As the incarnate Son of God, the Lord was able to encompass all things when He stretched out His arms in death. Those arms were nailed to the cross, but when He died, in a figure He pulled His arms free and embraced . . . what? His arms closed on the law that was against us, on your sins, and on mine, on all our love for death and folly, and on the devil together with his accusations. And so He sank down into the grave with His arms full of all of our discontents.

He did it this way because in order for these things to die and remain dead forever, they all had to be escorted down to the depths personally. In His death, He took them all away.

“As far as the east is from the west, so far hath he removed our transgressions from us.”

Psalm 103:12 (KJV)

“He will turn again, he will have compassion upon us; He will subdue our iniquities; And thou wilt cast all their sins into the depths of the sea.”

Micah 7:19 (KJV)

And so the resurrection functions as the proof that death has actually died. The resurrection is not the death of death—that happened on the cross.

So Good Friday services are not funeral services. In these services we are standing on the battlefield, with wrack and ruin all around us, and death itself lies prostrate across that field. Our champion, the Lord Jesus, has done this great thing. This is the victorious battlefield. This is where we have seen marvelous things.

“O sing unto the Lord a new song; For he hath done marvellous things: His right hand, and his holy arm, hath gotten him the victory. The Lord hath made known his salvation: His righteousness hath he openly shewed in the sight of the heathen.”

Psalm 98:1–2 (KJV)

This is why our Eucharistic celebrations, conducted weekly, are celebrations of this event. The cup of the new covenant is the cup of His blood. The bread of life is the bread of His broken body. We can do this because the shed blood and broken body are emblems of victory. We commemorate and proclaim that death on our weekly Easter, on the Lord’s Day (1 Cor. 11:26). We can do this because our eruption of praise on the first day of the week is a celebration of what happened three days before on a bloody cross.

For that is when death gasped and was finally gone.

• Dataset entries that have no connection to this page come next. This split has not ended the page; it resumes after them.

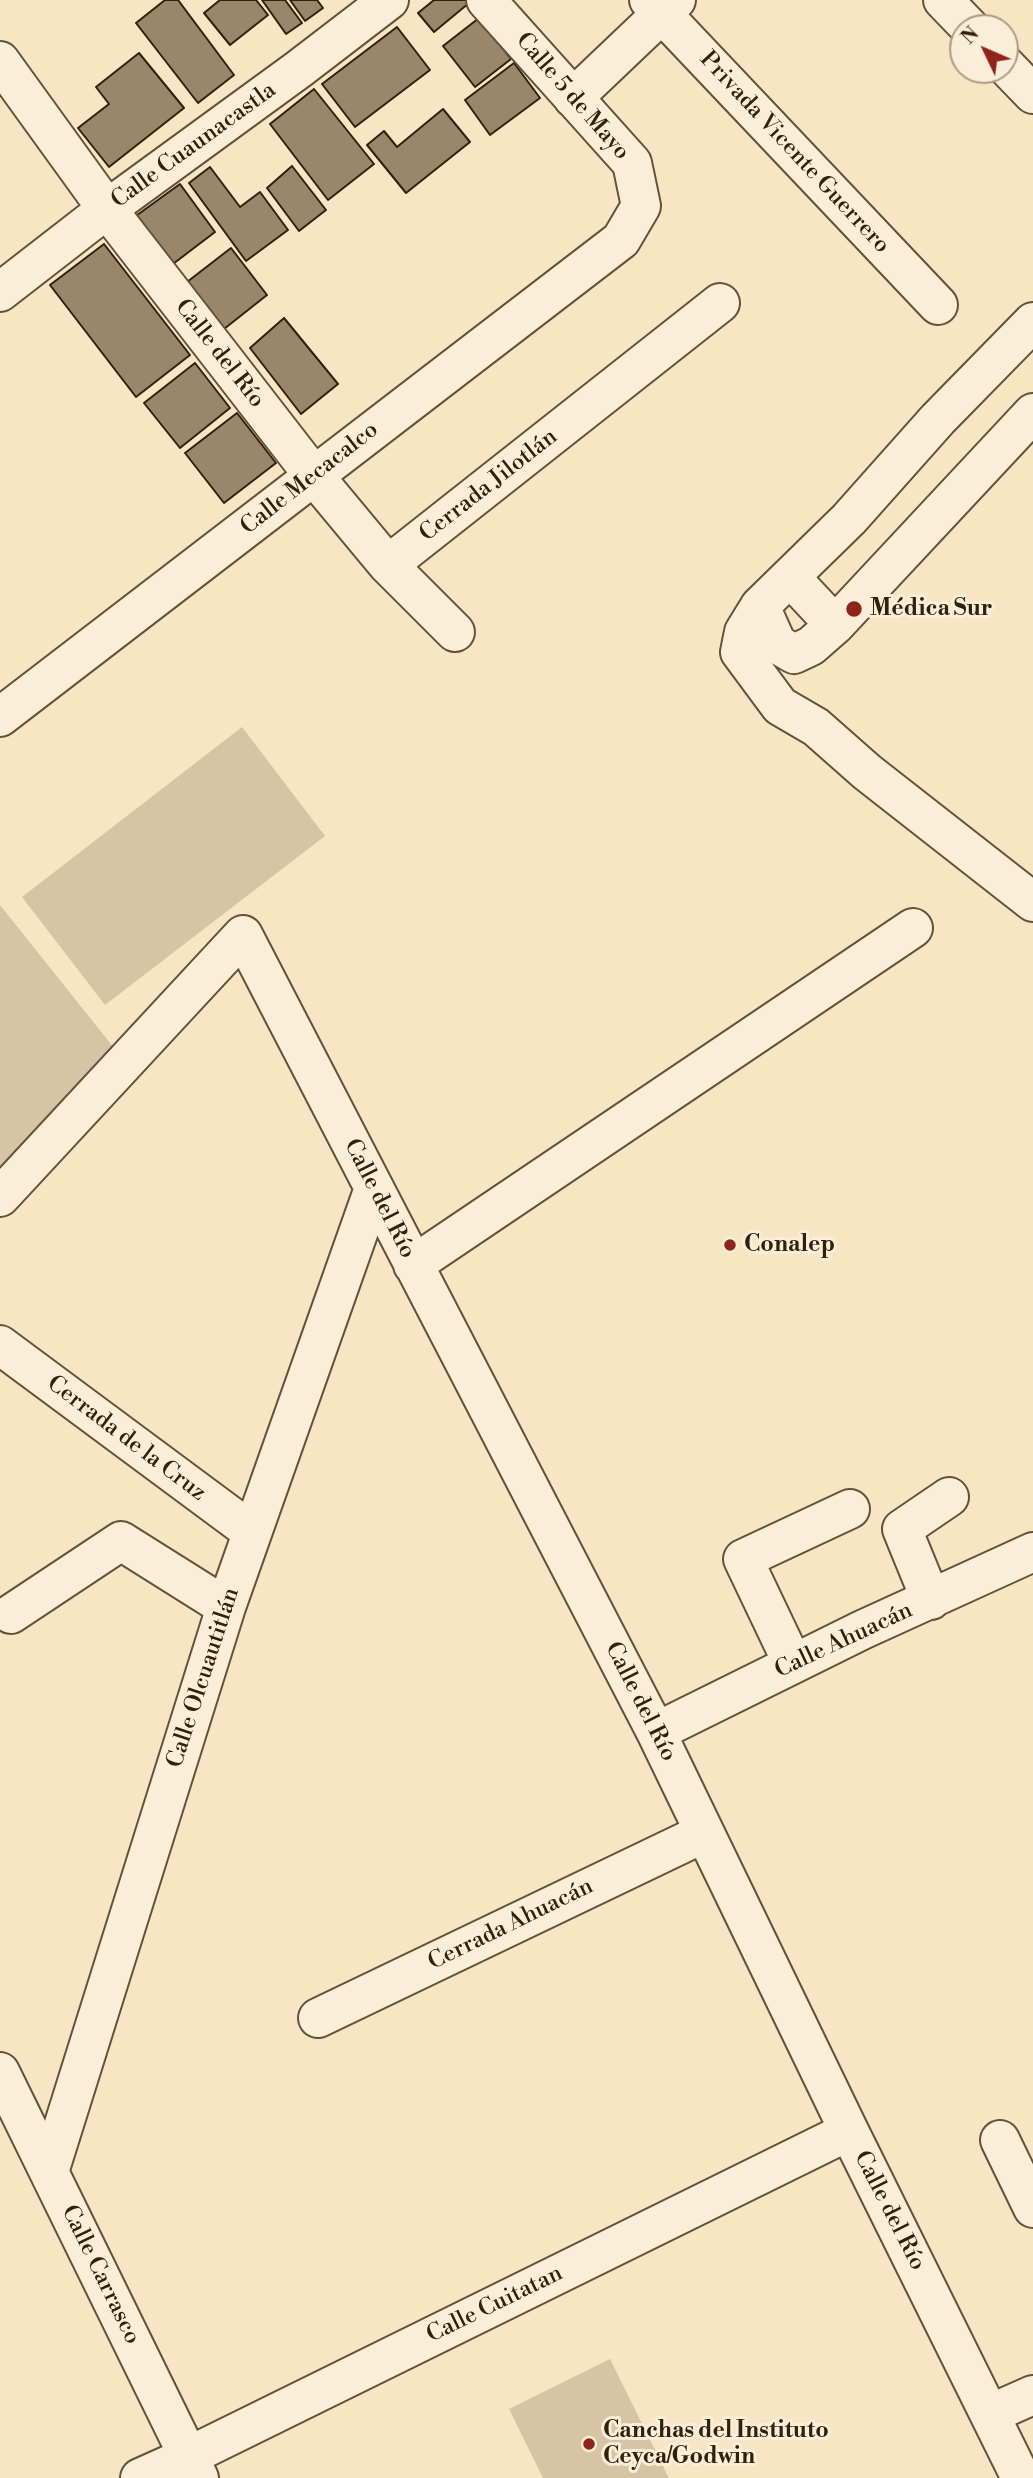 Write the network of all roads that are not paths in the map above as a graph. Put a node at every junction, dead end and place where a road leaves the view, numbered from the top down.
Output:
1 (389, 0) edge
2 (486, 0) edge
3 (943, 0) edge
4 (662, 4) edge
5 (956, 14) edge
6 (0, 61) edge
7 (1019, 80) edge
8 (1033, 94) edge
9 (573, 98) junction
10 (107, 209) junction
11 (621, 240) joint
12 (0, 292) edge
13 (720, 303) dead end
14 (938, 305) dead end
15 (1033, 323) edge
16 (1033, 413) edge
17 (314, 476) junction
18 (388, 565) junction
19 (791, 578) junction
20 (760, 606) junction
21 (835, 625) junction
22 (455, 632) dead end
23 (0, 717) edge
24 (1033, 902) edge
25 (913, 928) dead end
26 (374, 1188) junction
27 (0, 1196) edge
28 (414, 1265) junction
29 (0, 1345) edge
30 (949, 1497) dead end
31 (850, 1510) dead end
32 (252, 1532) junction
33 (1033, 1552) edge
34 (931, 1600) junction
35 (226, 1607) junction
36 (11, 1614) dead end
37 (793, 1664) junction
38 (656, 1732) junction
39 (704, 1833) junction
40 (318, 2018) dead end
41 (0, 2072) edge
42 (849, 2131) junction
43 (1000, 2140) dead end
44 (49, 2172) junction
45 (1033, 2208) edge
46 (1033, 2395) edge
47 (990, 2414) junction
48 (194, 2467) edge
49 (141, 2478) edge
50 (1021, 2478) edge

1 - 10 street, Calle Cuaunacastla
2 - 9 street, Calle 5 de Mayo
3 - 5 street
4 - 9 street
4 - 14 street, Privada Vicente Guerrero
6 - 10 street, Calle del Río
7 - 8 street
9 - 11 street, Calle 5 de Mayo
10 - 12 street, Calle Cuaunacastla
10 - 17 street, Calle del Río
11 - 17 street, Calle Mecacalco
13 - 18 street, Cerrada Jilotlán
15 - 19 street
16 - 21 street
17 - 18 street, Calle del Río
17 - 23 street, Calle Mecacalco
18 - 22 street, Calle del Río
19 - 20 street
19 - 21 street
20 - 21 street
20 - 24 street
25 - 28 street
26 - 27 street, Calle del Río
26 - 28 street, Calle del Río
26 - 32 street, Calle Olcuautitlán
28 - 38 street, Calle del Río
29 - 32 street, Cerrada de la Cruz
30 - 34 street
31 - 37 street
32 - 35 street, Calle Olcuautitlán
33 - 34 street, Calle Ahuacán
34 - 37 street, Calle Ahuacán
35 - 36 street
35 - 44 street, Calle Olcuautitlán
37 - 38 street, Calle Ahuacán
38 - 39 street, Calle del Río
39 - 40 street, Cerrada Ahuacán
39 - 42 street, Calle del Río
41 - 44 street, Calle Carrasco
42 - 47 street, Calle del Río
42 - 48 street, Calle Cuitatan
43 - 45 street
44 - 48 street, Calle Carrasco
46 - 47 street
47 - 50 street, Calle del Río
48 - 49 street, Calle Cuitatan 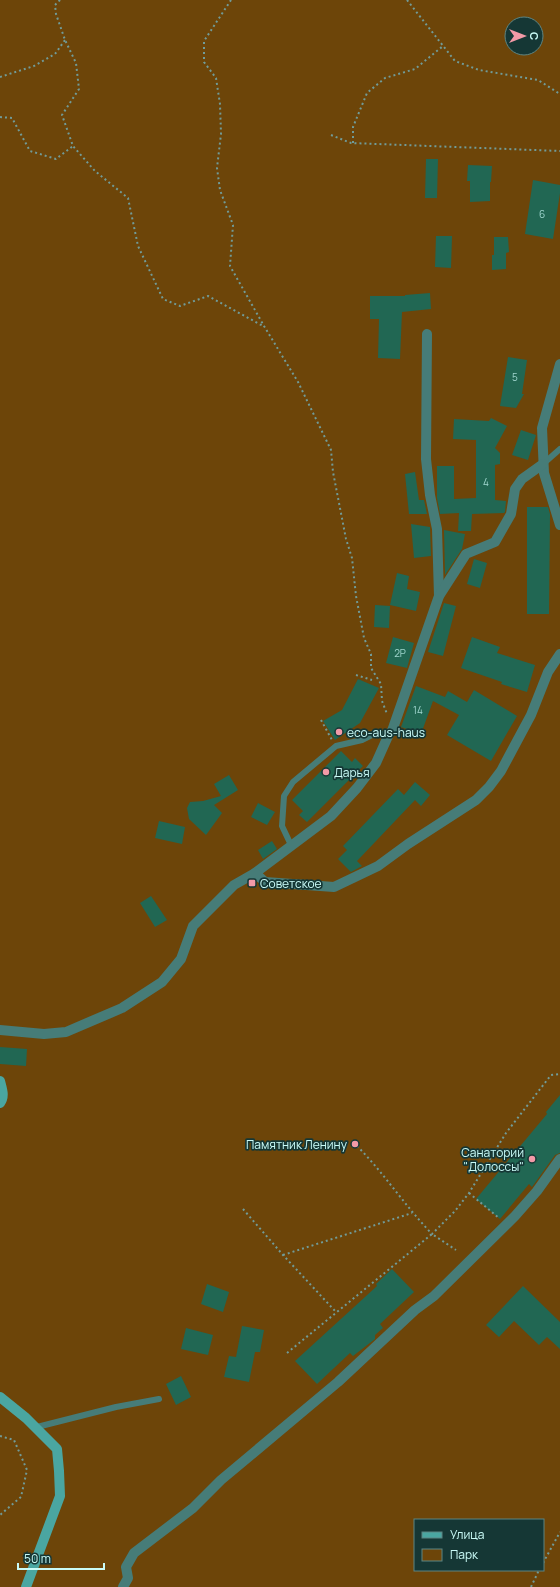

And so what exactly does that mean?

God told Adam not to eat the fruit of the tree in the midst of the garden. The day you eat of it you shall surely die (Gen. 2:17). And the prophet Ezekiel told us grimly that the soul that sins shall die (Ezek. 18:4). And the apostle Paul anchored this point when he said that the wages of sin is death (Rom. 6:23). The power of death and the power of sin go together. They go together necessarily.

It follows, then, that death died when sin died, and sin died when Jesus did. The law which condemned me, the sin which polluted me, and the death which imprisoned me, and the devil who taunted me through the bars  . . . all of them slain, nailed to the cross.

“The sting of death is sin; and the strength of sin is the law. But thanks be to God, which giveth us the victory through our Lord Jesus Christ”

1 Corinthians 15:56–57 (KJV)

In the name of the Father, Son, and Holy Spirit, amen.